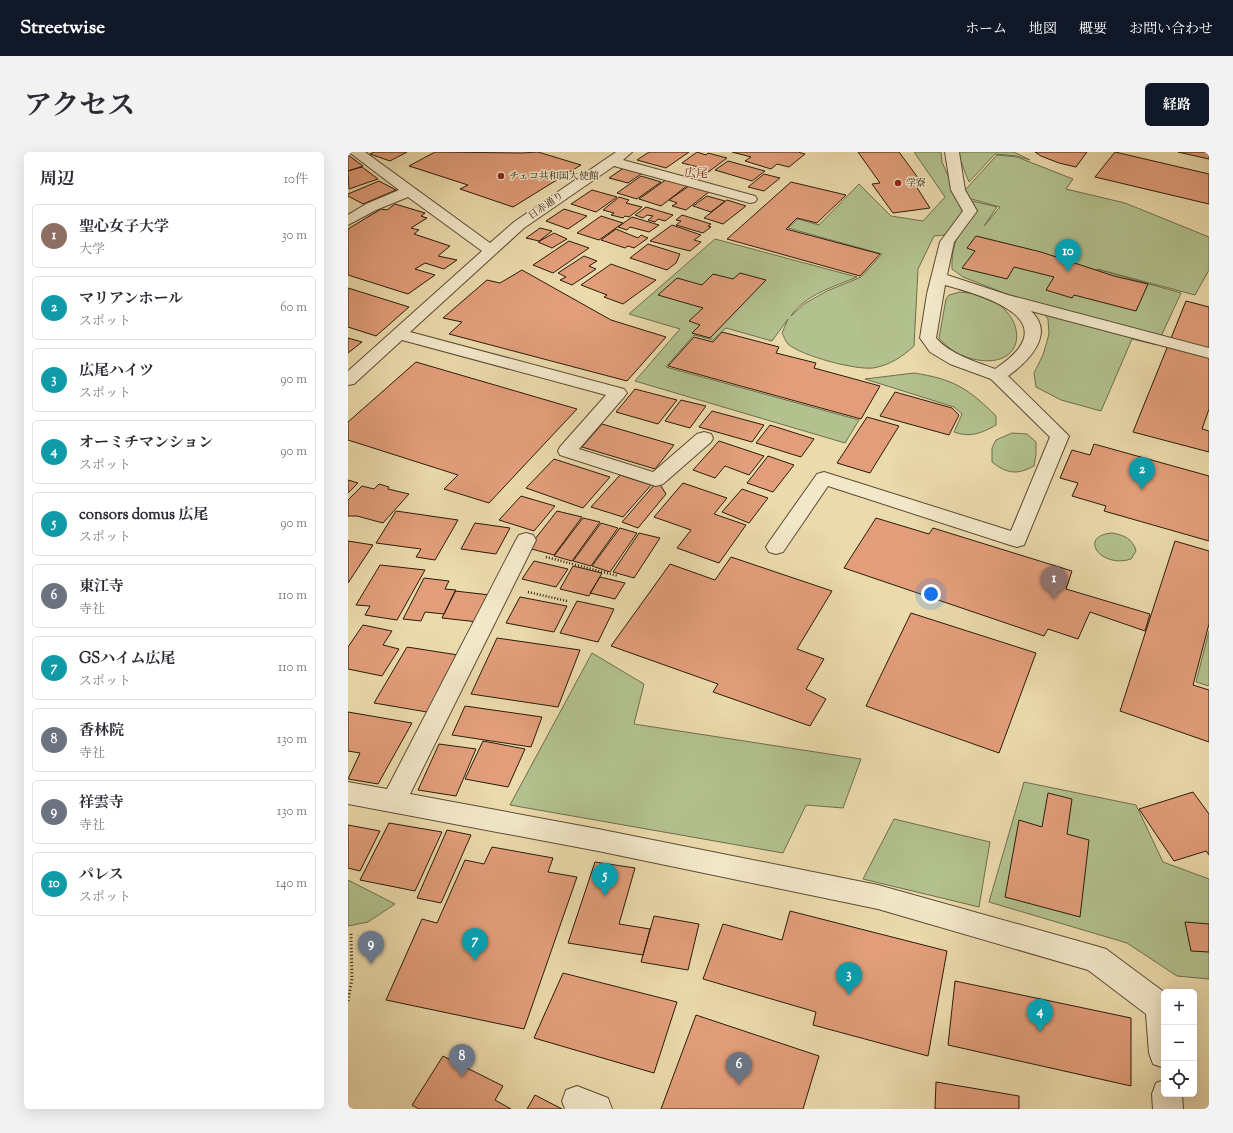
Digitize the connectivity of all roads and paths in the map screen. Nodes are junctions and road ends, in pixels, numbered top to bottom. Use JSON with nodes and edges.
{"nodes":[{"id":1,"x":356,"y":152,"type":"edge"},
{"id":2,"x":625,"y":152,"type":"edge"},
{"id":3,"x":952,"y":152,"type":"edge"},
{"id":4,"x":612,"y":161,"type":"junction"},
{"id":5,"x":409,"y":192,"type":"junction"},
{"id":6,"x":750,"y":199,"type":"dead end"},
{"id":7,"x":348,"y":221,"type":"edge"},
{"id":8,"x":490,"y":250,"type":"junction"},
{"id":9,"x":939,"y":278,"type":"junction"},
{"id":10,"x":1001,"y":298,"type":"junction"},
{"id":11,"x":398,"y":334,"type":"junction"},
{"id":12,"x":1209,"y":353,"type":"edge"},
{"id":13,"x":997,"y":375,"type":"junction"},
{"id":14,"x":348,"y":380,"type":"edge"},
{"id":15,"x":704,"y":438,"type":"dead end"},
{"id":16,"x":523,"y":545,"type":"joint"},
{"id":17,"x":776,"y":547,"type":"dead end"},
{"id":18,"x":618,"y":576,"type":"dead end"},
{"id":19,"x":503,"y":586,"type":"junction"},
{"id":20,"x":567,"y":601,"type":"dead end"},
{"id":21,"x":348,"y":794,"type":"edge"},
{"id":22,"x":393,"y":802,"type":"junction"},
{"id":23,"x":351,"y":933,"type":"dead end"},
{"id":24,"x":348,"y":1001,"type":"edge"},
{"id":25,"x":1162,"y":1025,"type":"edge"},
{"id":26,"x":1167,"y":1097,"type":"edge"},
{"id":27,"x":1168,"y":1109,"type":"edge"}],
"edges":[{"from":1,"to":5,"type":"street"},
{"from":2,"to":4,"type":"street","name":"日赤通り"},
{"from":3,"to":9,"type":"street"},
{"from":4,"to":6,"type":"street"},
{"from":4,"to":8,"type":"street","name":"日赤通り"},
{"from":5,"to":7,"type":"street"},
{"from":5,"to":8,"type":"street"},
{"from":8,"to":11,"type":"street","name":"日赤通り"},
{"from":9,"to":10,"type":"street"},
{"from":9,"to":13,"type":"street"},
{"from":10,"to":12,"type":"street"},
{"from":10,"to":13,"type":"street"},
{"from":11,"to":14,"type":"street","name":"日赤通り"},
{"from":11,"to":15,"type":"street"},
{"from":13,"to":17,"type":"street"},
{"from":16,"to":18,"type":"path"},
{"from":16,"to":19,"type":"street"},
{"from":19,"to":20,"type":"path"},
{"from":19,"to":22,"type":"street"},
{"from":21,"to":22,"type":"street"},
{"from":22,"to":25,"type":"street"},
{"from":23,"to":24,"type":"path"},
{"from":26,"to":27,"type":"street"}]}
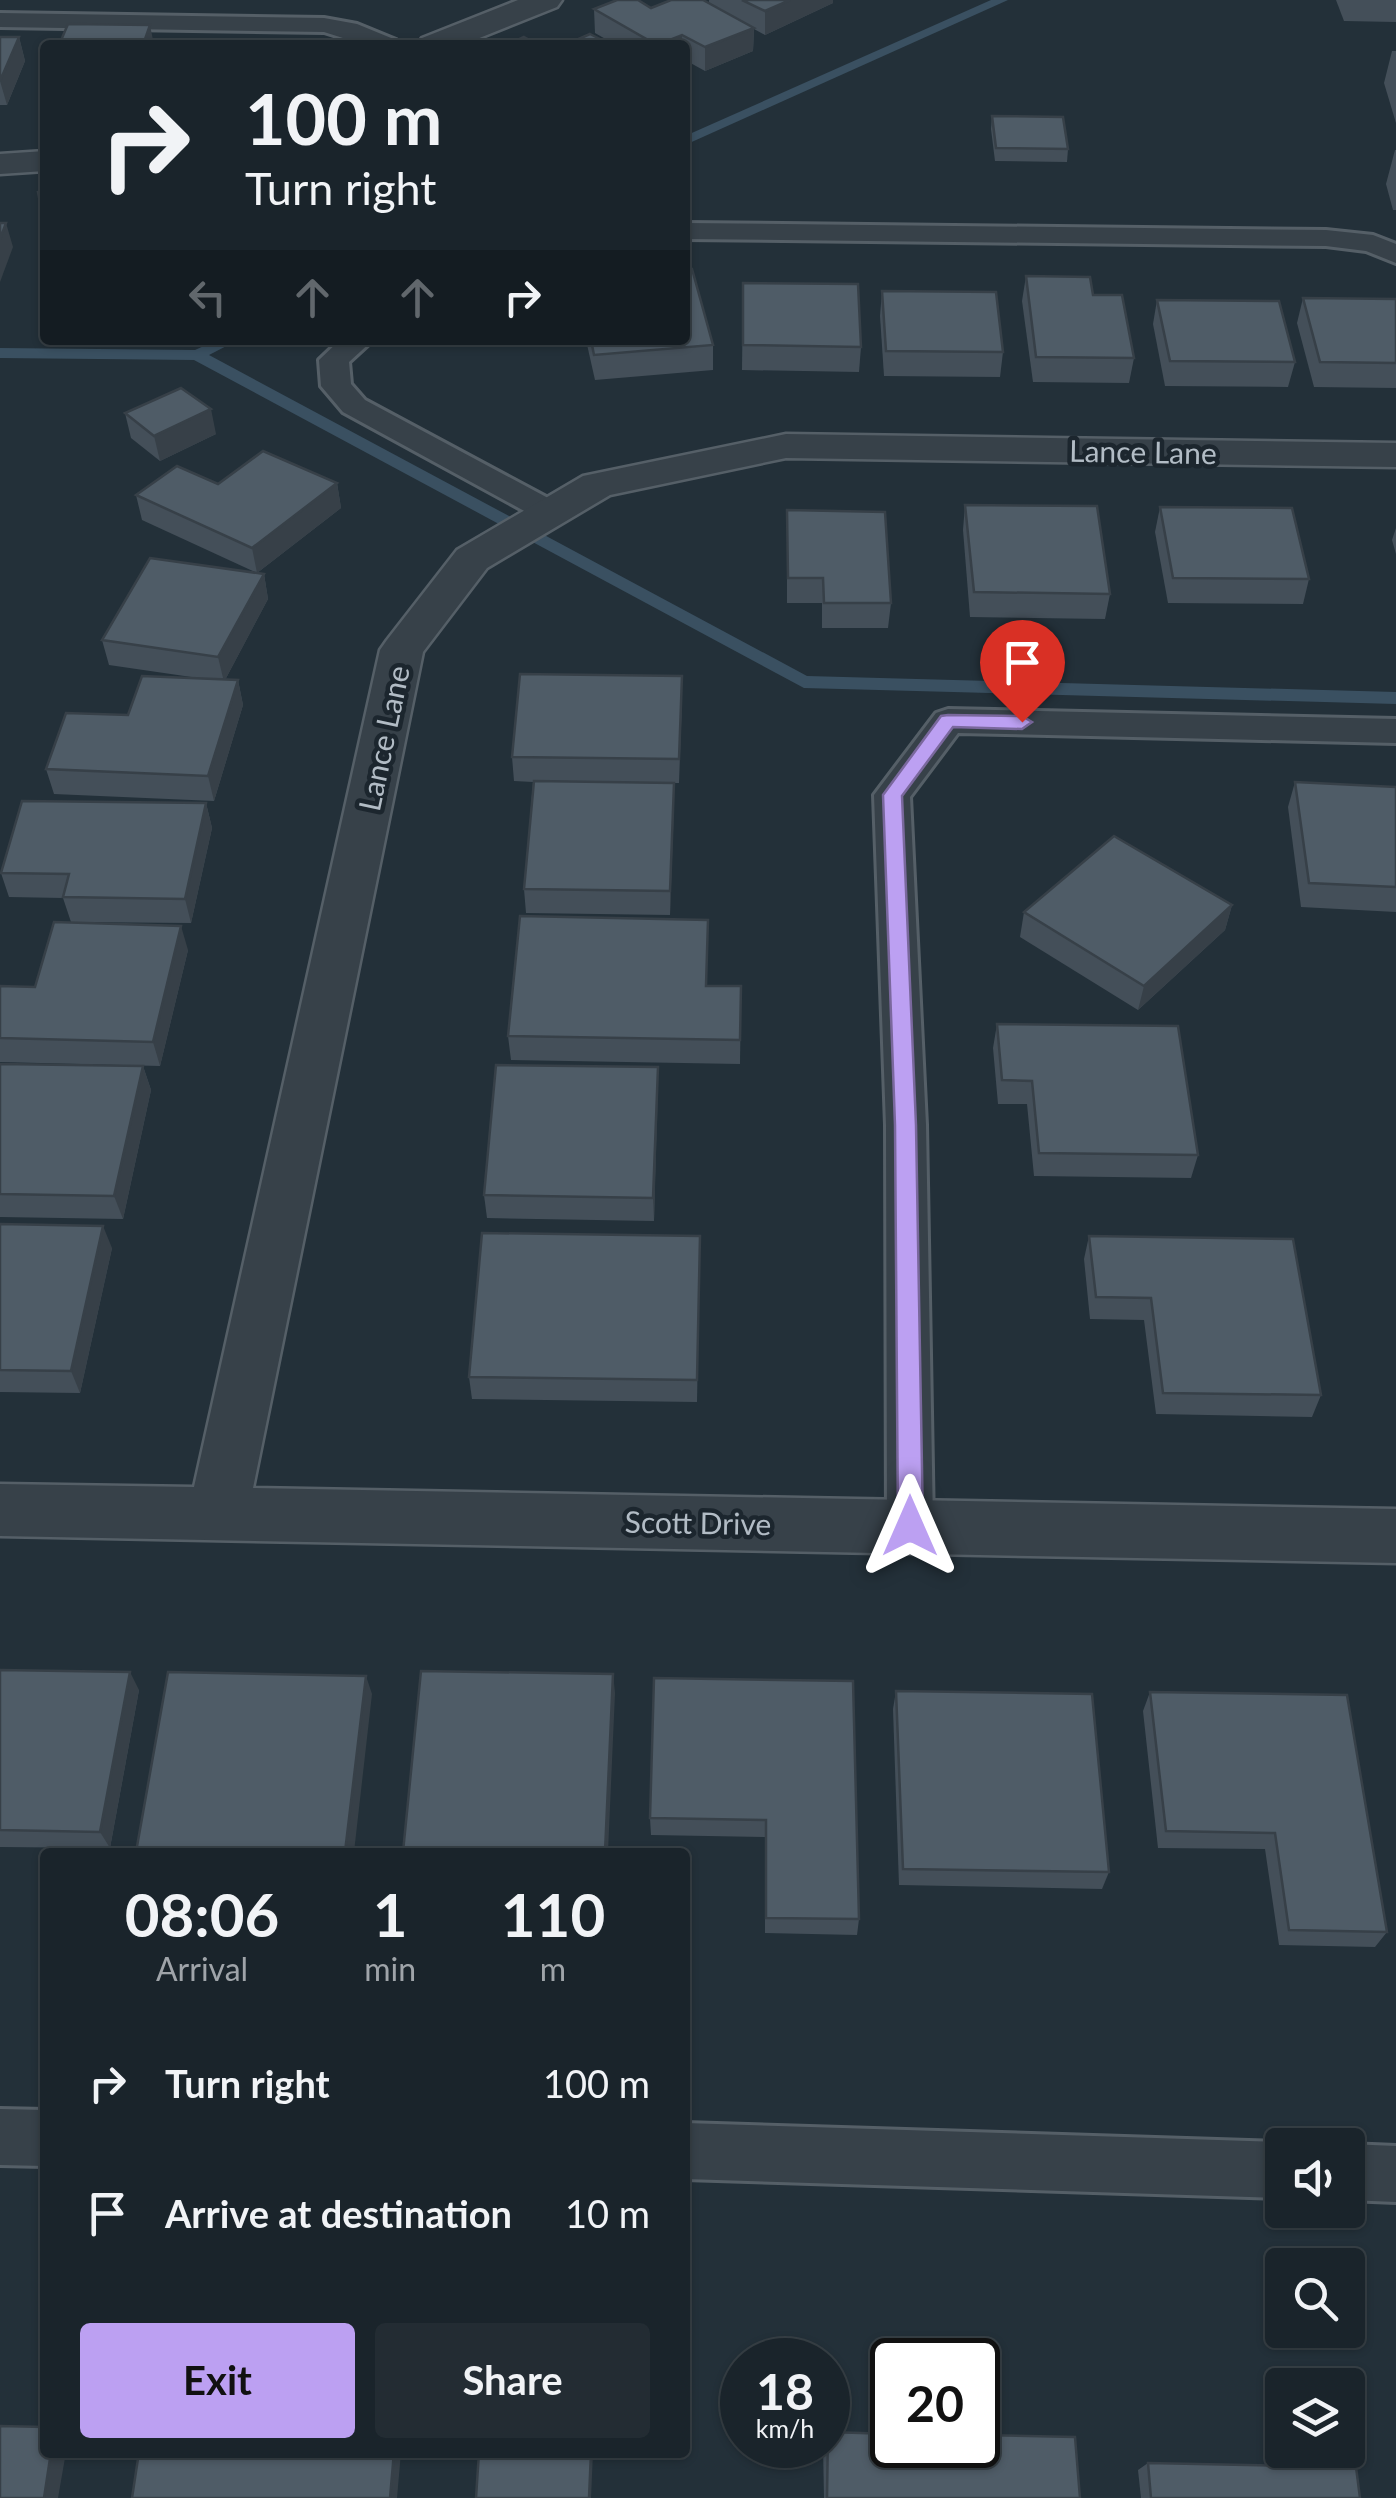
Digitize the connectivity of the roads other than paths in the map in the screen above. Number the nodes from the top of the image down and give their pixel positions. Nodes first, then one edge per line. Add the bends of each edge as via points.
1 (546, 0) edge
2 (0, 20) edge
3 (375, 40) edge
4 (446, 40) edge
5 (40, 161) edge
6 (0, 164) edge
7 (690, 231) edge
8 (1396, 255) edge
9 (352, 345) edge
10 (1396, 455) edge
11 (550, 512) junction
12 (1396, 731) edge
13 (0, 1510) edge
14 (218, 1513) junction
15 (910, 1526) junction
16 (1396, 1536) edge
17 (0, 2137) edge
18 (40, 2138) edge
19 (690, 2152) edge
20 (1265, 2169) edge
21 (1365, 2173) edge
22 (1396, 2174) edge

1 - 4 street
2 - 3 lane via 324,25
5 - 6 street
7 - 8 lane via 1326,238 1374,243
9 - 11 lane via 334,360 336,386 354,406
10 - 11 street, Lance Lane via 786,446 597,485
11 - 14 street, Lance Lane via 472,559 402,650
12 - 15 lane via 948,721 892,795 906,1125
13 - 14 street, Scott Drive
14 - 15 street, Scott Drive
15 - 16 street, Scott Drive
17 - 18 lane
19 - 20 lane
21 - 22 lane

§ **THE TASK**
Copy out each line of the listing that holds the word "paths".

§ **EXERCISE RESULT**
Digitize the connectivity of all roads and paths in the map screen. Nodes are junctions and road ends, in pixels, numbered top to bottom. Use JSON with nodes and edges.
Digitize the connectivity of the roads other than paths in the map in the screen above. Number the nodes from the top of the image down and give their pixel positions. Nodes first, then one edge per line. Add the bends of each edge as via points.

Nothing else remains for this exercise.